Seeing Blondie and Finn not return Raven further digs a jealousy hole and flings herself at the nearest penis; Bellamy. Oh Bellamy, no, nooooo – don’t do it, don’t-
He did it. Rather, THEY did it.
Blondie is having some trouble saving the kid because not only are they in a dirty hole but there are no medical instruments, just some herbs the Grounders have gathered. She improvises with a makeshift tube to drain the blood from the child’s lungs but Perpetually Pissed, who was conveniently not around for the ‘SHE HAS BLOOD IN HER LUNGS’ statement, walks in to see Blondie covered in blood and the girl gasping for breath. Then promptly freaks out and everybody gets into a big fight.
If there was ever a scene in this series that says the screen writers don’t have a flying fucking clue as to what they are doing it was this scene right here.

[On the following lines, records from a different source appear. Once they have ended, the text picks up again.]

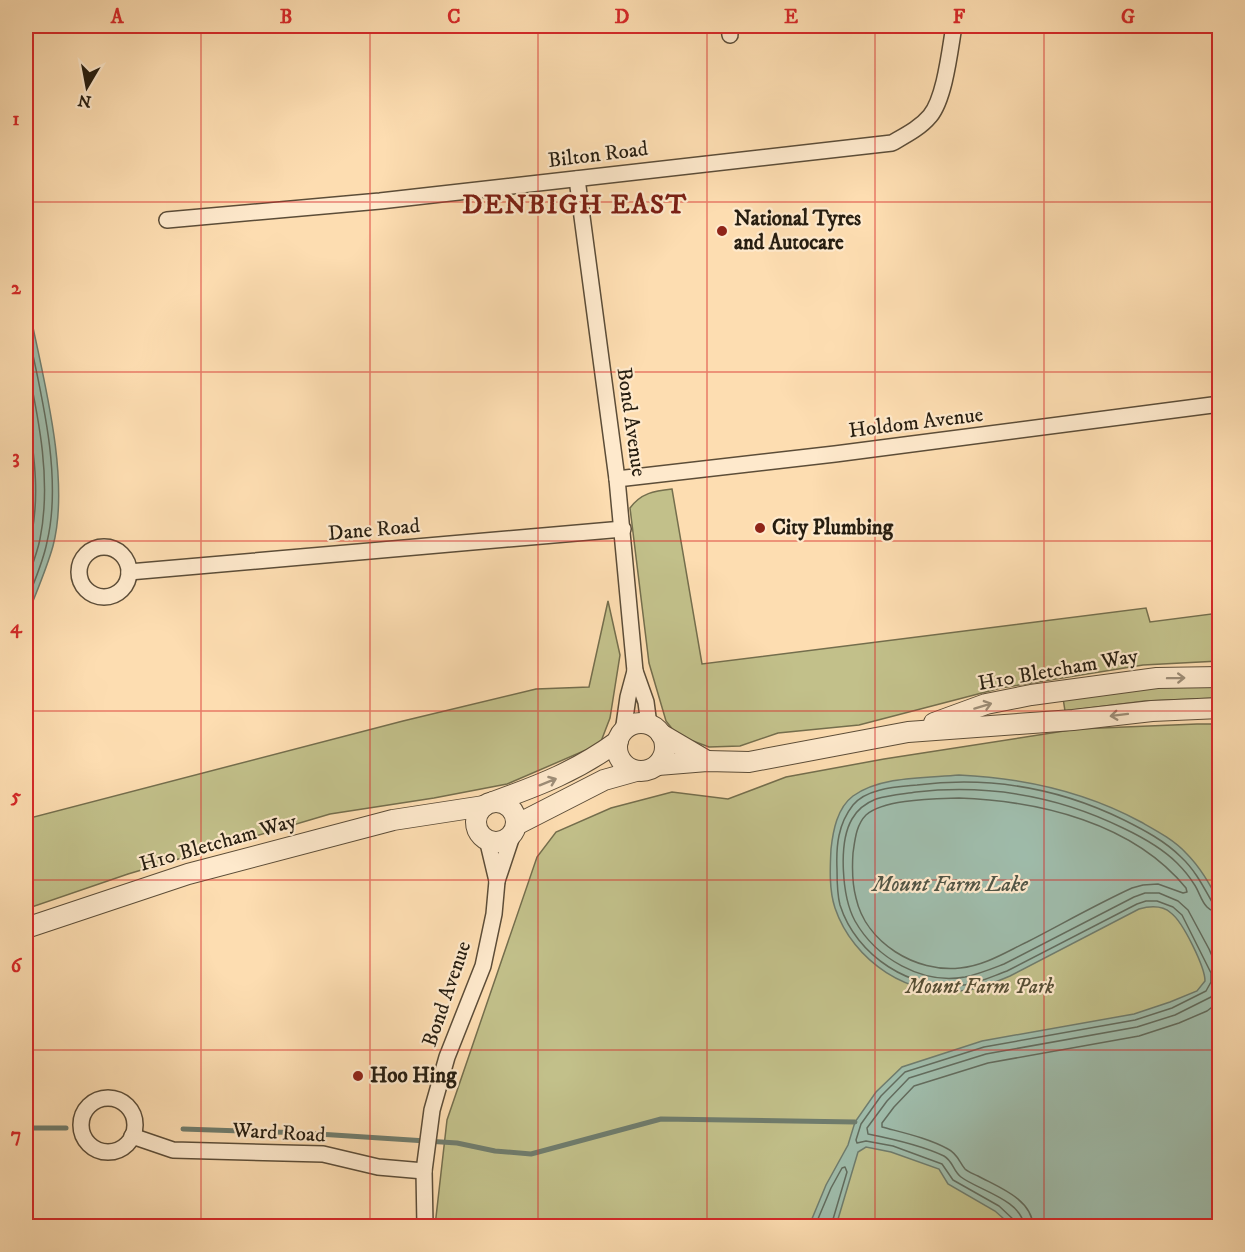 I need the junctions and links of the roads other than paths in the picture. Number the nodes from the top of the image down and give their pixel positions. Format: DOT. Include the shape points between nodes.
graph roads {
  1 [pos="954,26"];
  2 [pos="577,179"];
  3 [pos="167,220"];
  4 [pos="1220,404"];
  5 [pos="618,479"];
  6 [pos="623,529"];
  7 [pos="129,572"];
  8 [pos="635,671"];
  9 [pos="1220,677"];
  10 [pos="1220,708"];
  11 [pos="655,729"];
  12 [pos="908,732"];
  13 [pos="620,737"];
  14 [pos="707,761"];
  15 [pos="658,765"];
  16 [pos="636,771"];
  17 [pos="489,804"];
  18 [pos="426,813"];
  19 [pos="514,829"];
  20 [pos="482,832"];
  21 [pos="497,881"];
  22 [pos="26,928"];
  23 [pos="132,1136"];
  24 [pos="424,1172"];
  25 [pos="425,1227"];
  1 -- 2 [label="street, Bilton Road" via="941,95 931,115 915,130 892,142"];
  2 -- 3 [label="street, Bilton Road"];
  2 -- 5 [label="street, Bond Avenue"];
  4 -- 5 [label="street, Holdom Avenue"];
  5 -- 6 [label="street, Bond Avenue"];
  6 -- 7 [label="street, Dane Road"];
  6 -- 8 [label="street, Bond Avenue"];
  8 -- 11 [label="street, Bond Avenue"];
  8 -- 13 [label="street, Bond Avenue"];
  12 -- 9 [label="street, H10 Bletcham Way, one-way" via="986,704 1031,694 1157,678"];
  10 -- 12 [label="street, H10 Bletcham Way, one-way"];
  11 -- 13 [label="street" via="635,724"];
  11 -- 14 [label="street, H10 Bletcham Way"];
  11 -- 15 [label="street" via="666,746"];
  12 -- 14 [label="street, H10 Bletcham Way" via="749,762"];
  13 -- 16 [label="street" via="619,757"];
  17 -- 13 [label="street, H10 Bletcham Way, one-way" via="560,777 592,760"];
  14 -- 15 [label="street, H10 Bletcham Way"];
  15 -- 16 [label="street"];
  16 -- 19 [label="street" via="604,780"];
  17 -- 18 [label="street, H10 Bletcham Way"];
  17 -- 19 [label="street" via="499,802 510,807 516,819"];
  17 -- 20 [label="street" via="478,814"];
  18 -- 20 [label="street, H10 Bletcham Way"];
  18 -- 22 [label="street, H10 Bletcham Way" via="188,874"];
  19 -- 20 [label="street" via="504,840 492,841"];
  19 -- 21 [label="street, Bond Avenue"];
  20 -- 21 [label="street, Bond Avenue"];
  21 -- 24 [label="street, Bond Avenue" via="483,966 447,1057 432,1110"];
  23 -- 24 [label="street, Ward Road" via="173,1150 323,1154 378,1167"];
  24 -- 25 [label="street, Bond Avenue"];
} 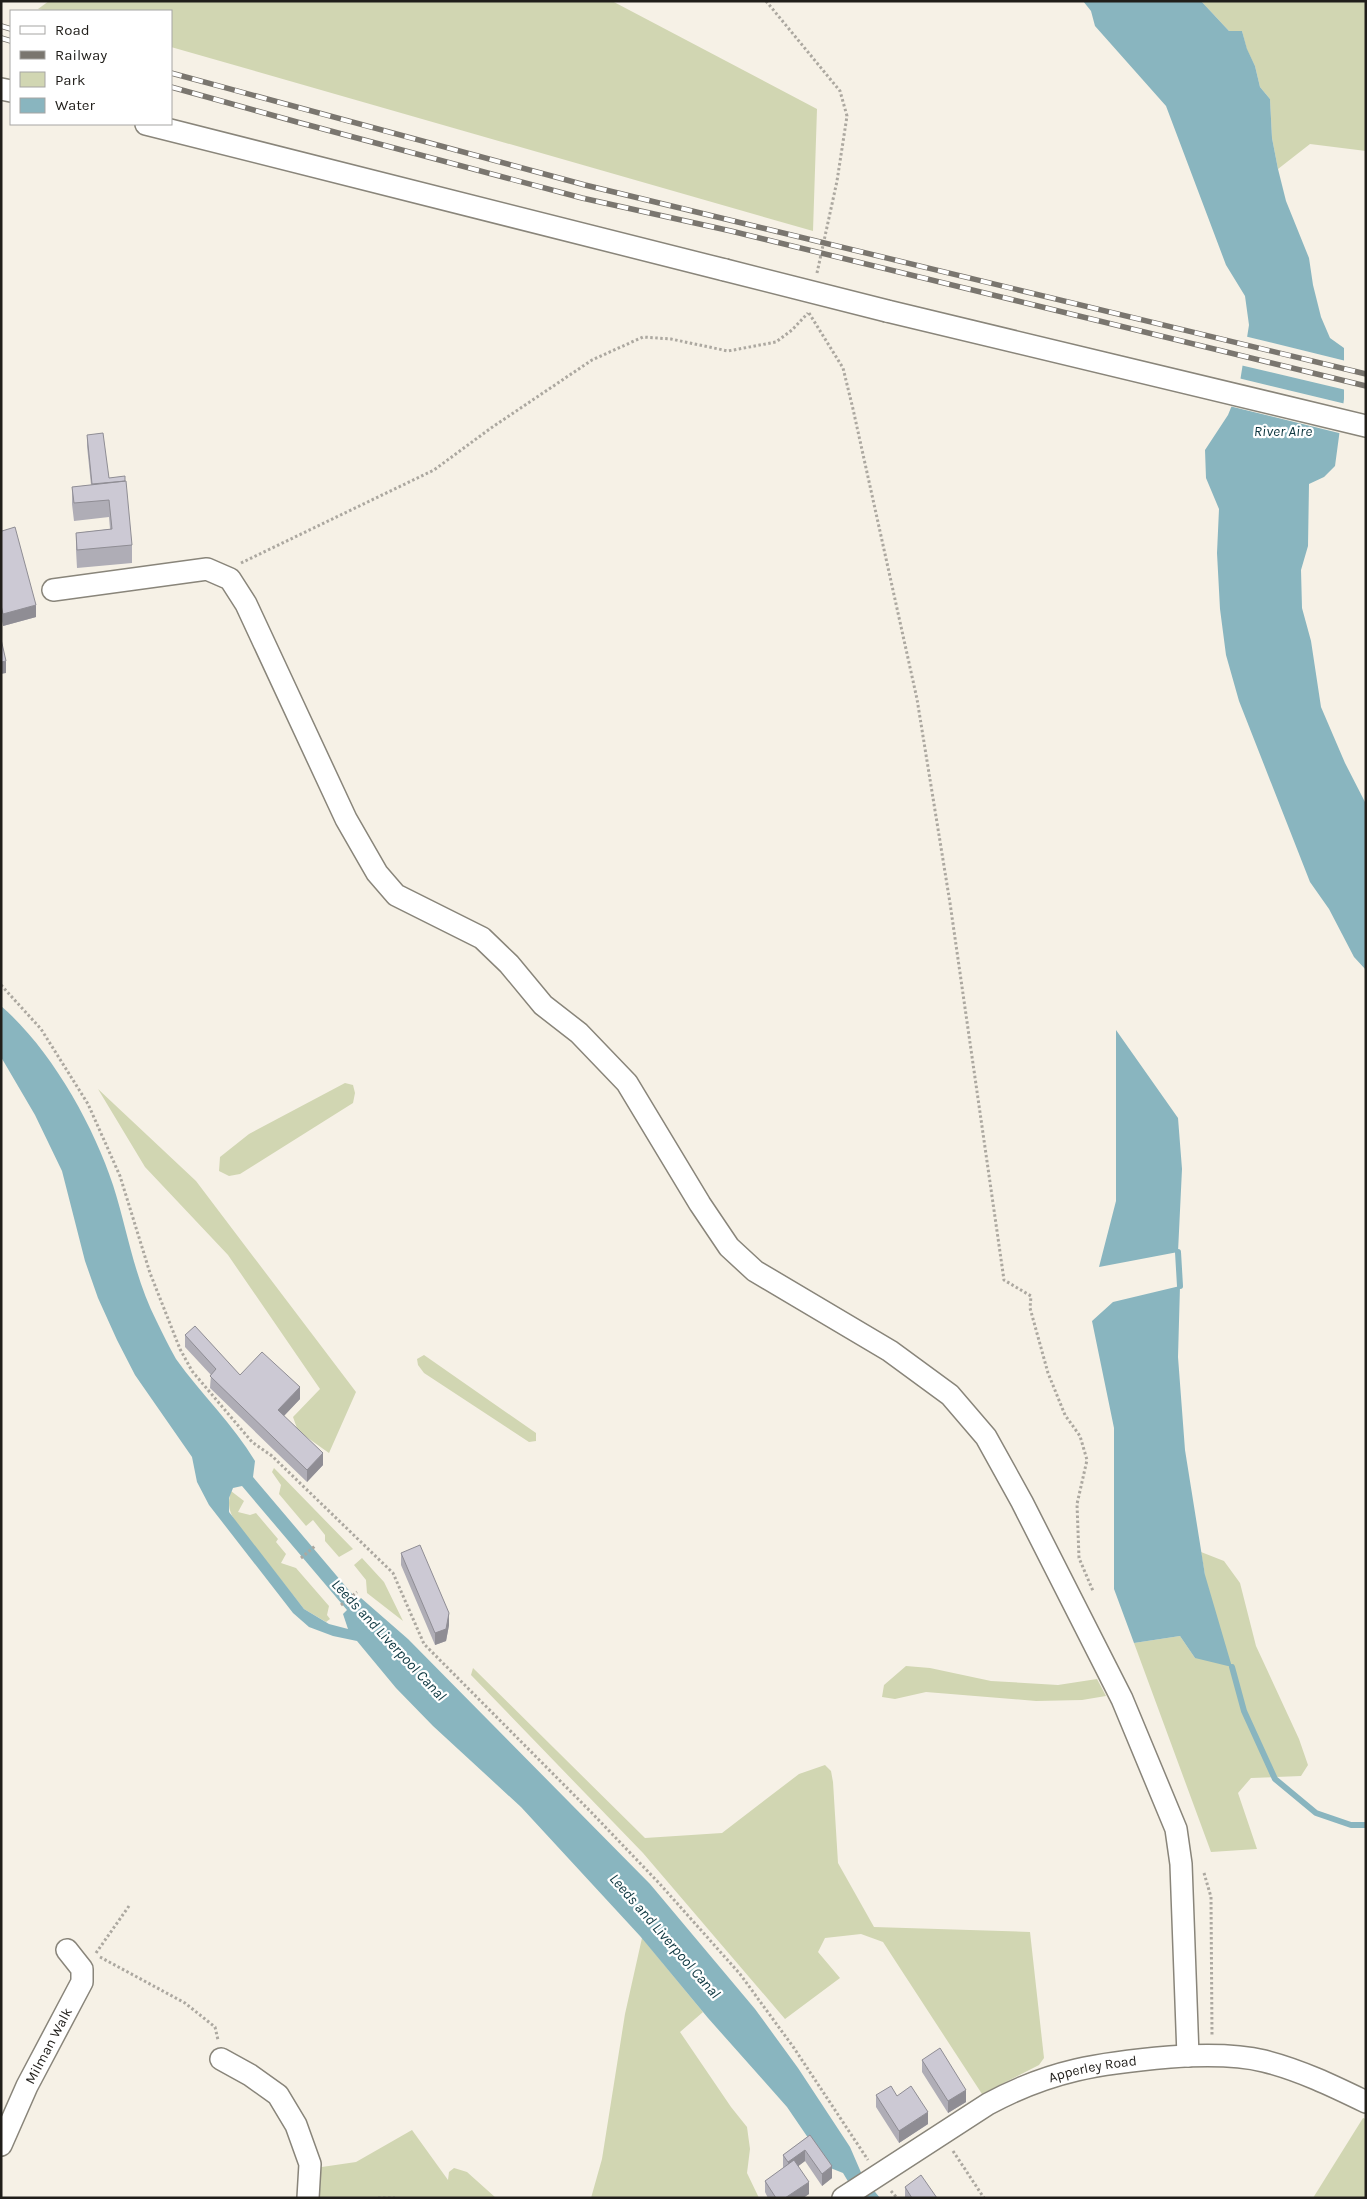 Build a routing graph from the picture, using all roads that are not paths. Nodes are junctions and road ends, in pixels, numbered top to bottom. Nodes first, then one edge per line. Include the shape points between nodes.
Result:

A short clip to Space Above as the Evil Overlord is reunited with his minions then-
Back on Earth, apparently the previous scene was completely forgotten because everybody is calm again and the kid is still dying.
Blondie asks how can you send a child into battle and we get more What The Fuckery as Perpetually answers, ‘But it is our way!’
Blondie announces that the kid is now septic and in true mind boggling fashion comes up with the idea to insert ‘clean’ blood into her with a giant turkey baster. Just…what. What. What what what whaaaaat….
Perpetually refuses to give her own blood so Finn offers his buuuut it’s too late. The kid ain’t breathing and everybody just sort of stands around and stares.
Nope, she’s dead.
Cue the hysterics and now Finn is going to die.
Up in Space we have another shocker; Doctor Mama in alive (but it’s not really a surprise because I totally called it the moment the ship crashed – she wasn’t on the ship) There is some bullshit story about how some people got tossed off before the ship took off and that TOTALLY makes sense because who needs a fully trained doctor on a hostile and dangerous planet?
Back on Earth Blondie is left alone with a single guard and is told that if she pulls her weight they’ll keep her alive because their previous healer has died (shocker). Blondie asks about the marks on their chests and Guard Dude proudly says, ‘They are kill marks, see I’ve got twenty!’
Blondie smiles THEN CUTS HIS FUCKING THROAT OUT. Hooooooly shi-
Then clasps her hands against his mouth in a SUPER CREEPY way while going ‘shush, shush’.
He dies. Blondie is free and on her way to save Finn. Except she gets caught up in a trap.
The other Teens are searching for Blondie and Finn but stumble across our red shirt who is STILL ALIVE and gasping on the forest floor. Hell, if he’s been there all day and is still alive maybe he’ll make it.